We introduce and study a new notion of graph partitioning, intimately connected to k-means clustering. Informally, our graph partitioning objective asks for the optimal spectral simplification of a graph as a disjoint union of k normalized cliques. It is a variant of graph decomposition into expanders (where expansion is not measured w.r.t. the induced graph). Optimizing this new objective is equivalent to clustering the effective resistance embedding of the original graph. Our approximation algorithm for the new objective is closely related to spectral clustering: it optimizes the k-means objective on a certain smoothed version of the resistive distance embedding. We also show that spectral clustering applied directly to the original graph gives guarantees for our new objective function.
In order to illustrate the power of our new notion, we show that approximation algorithms for our new objective can be used in a black box fashion to approximately recover a partition of a graph into k pieces given a guarantee that a good partition exists with sufficiently large gap in internal and external conductance.
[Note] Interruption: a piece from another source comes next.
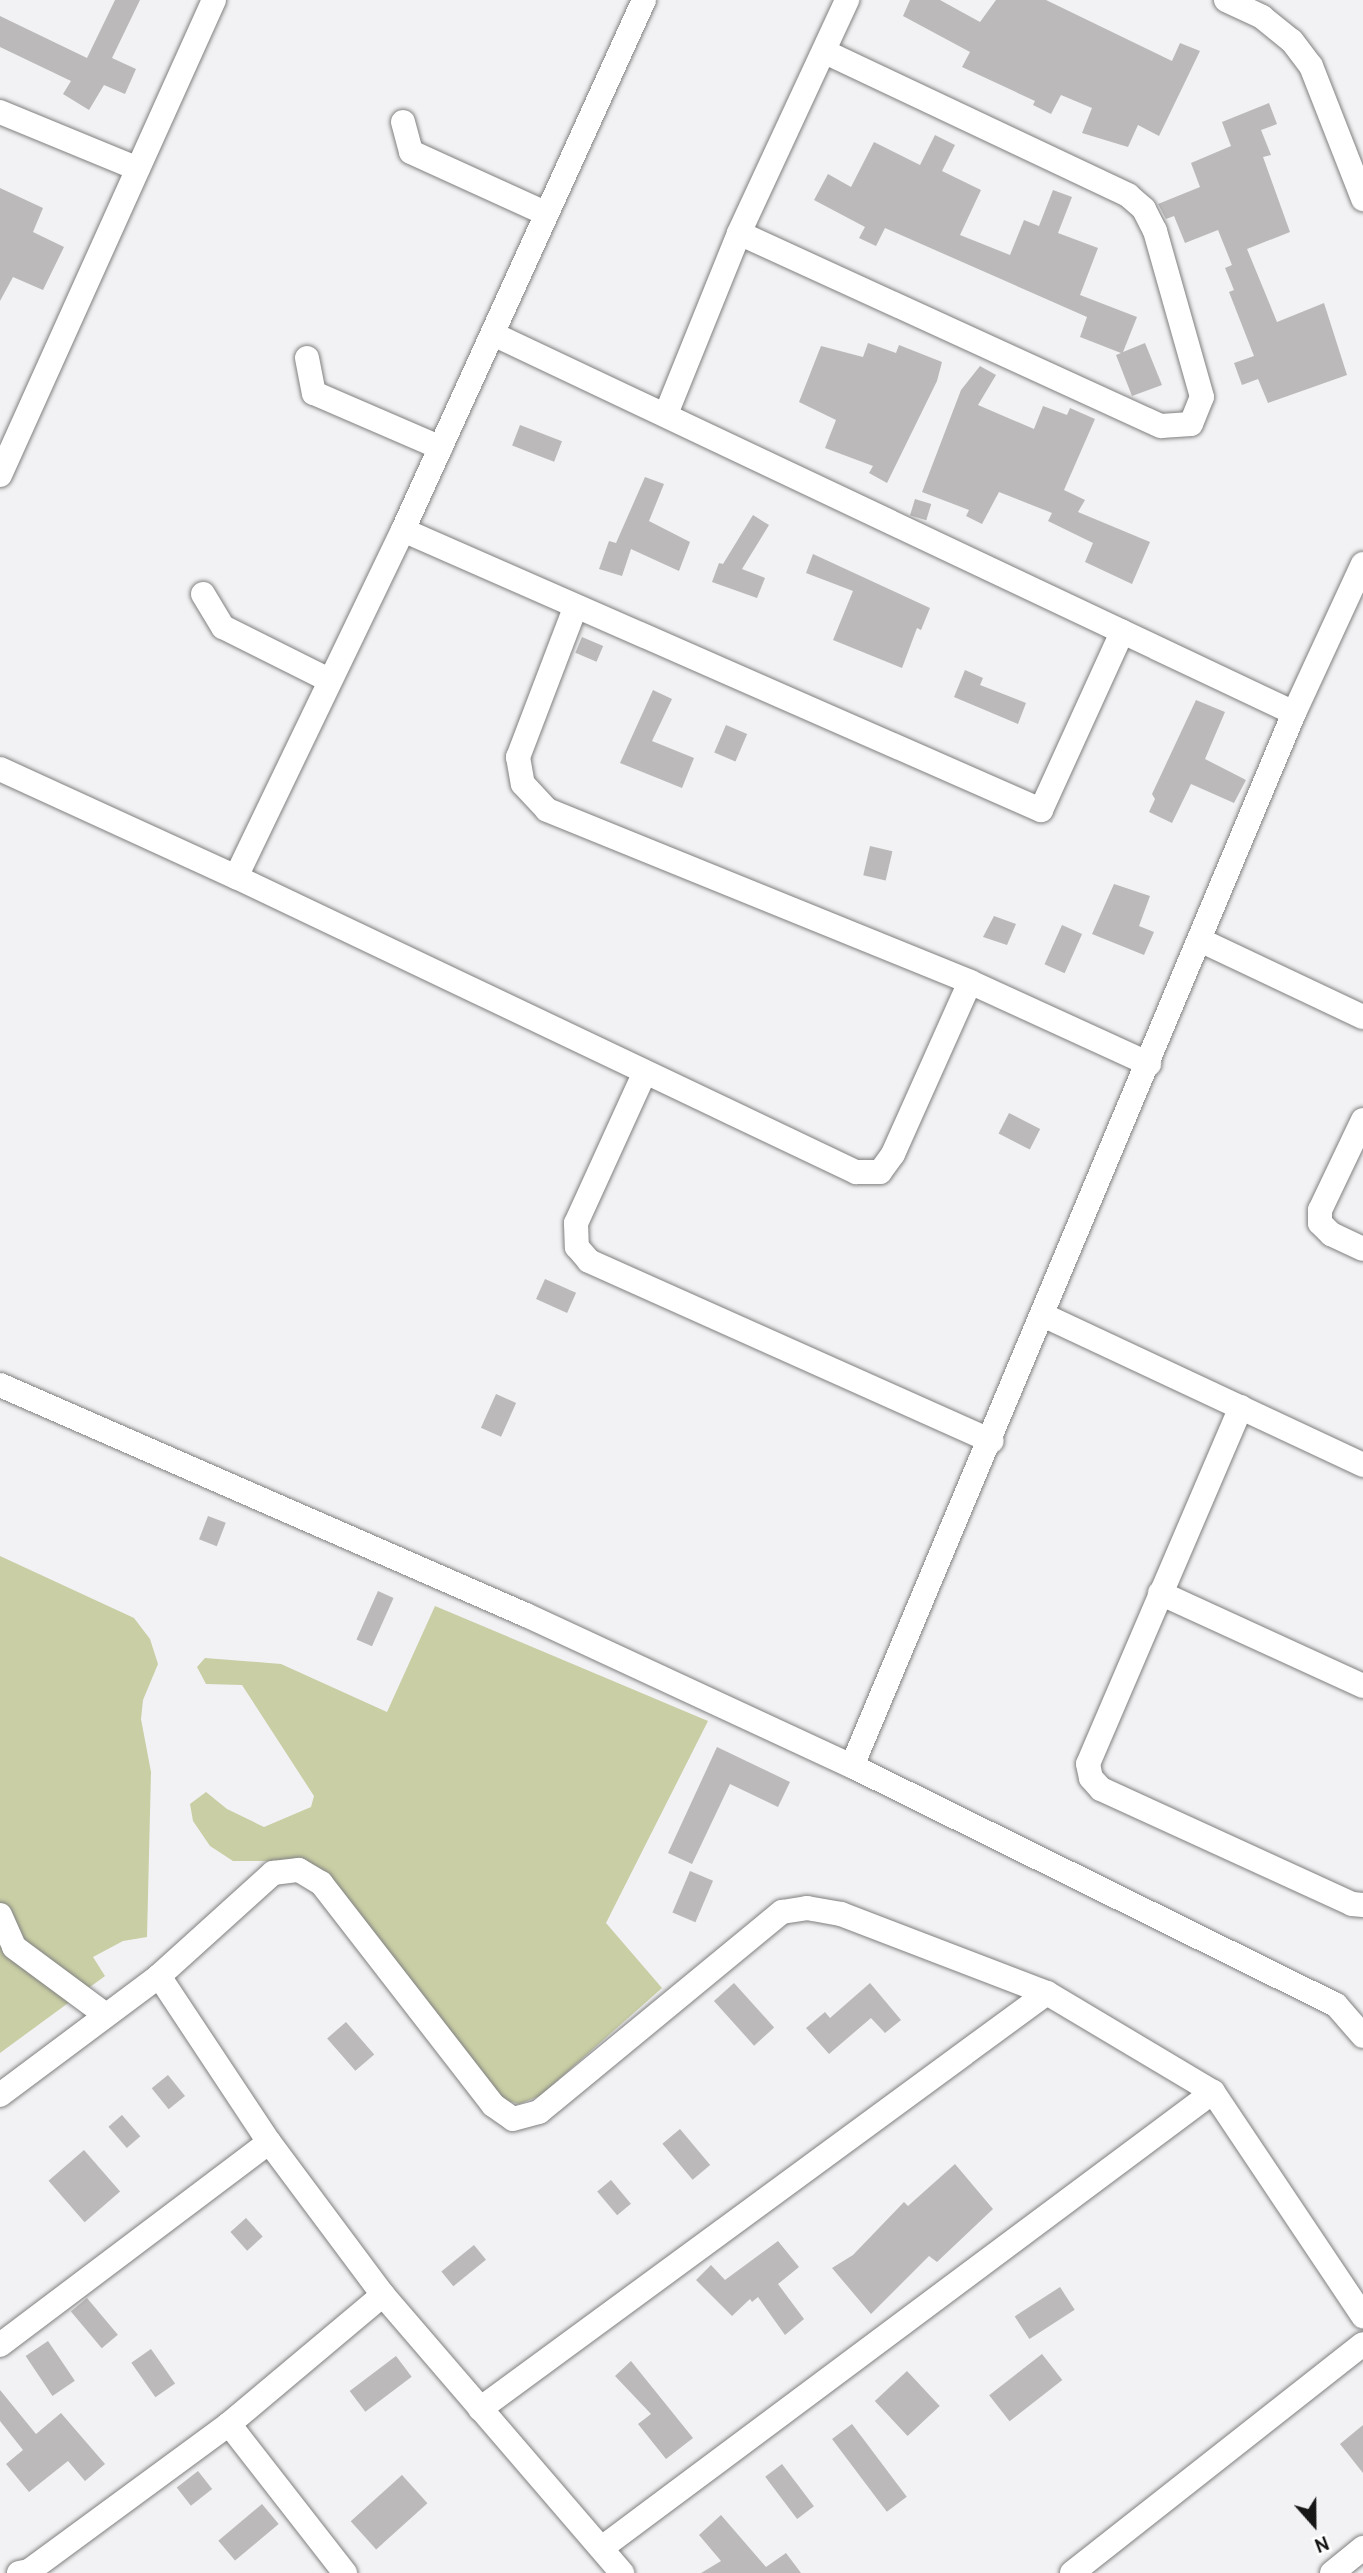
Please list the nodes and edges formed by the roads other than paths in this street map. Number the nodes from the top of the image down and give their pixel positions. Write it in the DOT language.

Joint work with Pranjal Awasthi, Ravishankar Krishnaswamy, and Ali Kemal Sinop
Moses Charikar is a professor of Computer Science at Princeton University. He obtained his PhD from Stanford University in 2000, spent a year in the research group at Google and has been at Princeton since 2001. He is broadly interested in the design and analysis of algorithms with an emphasis on approximation algorithms for hard problems, metric embeddings and algorithmic techniques for big data. His work on dimension reduction won the best paper award at FOCS 2003. He was jointly awarded the 2012 Paris Kanellakis Theory and Practice Award for work on locality sensitive hashing, and was recently named a Simons Investigator in theoretical computer science.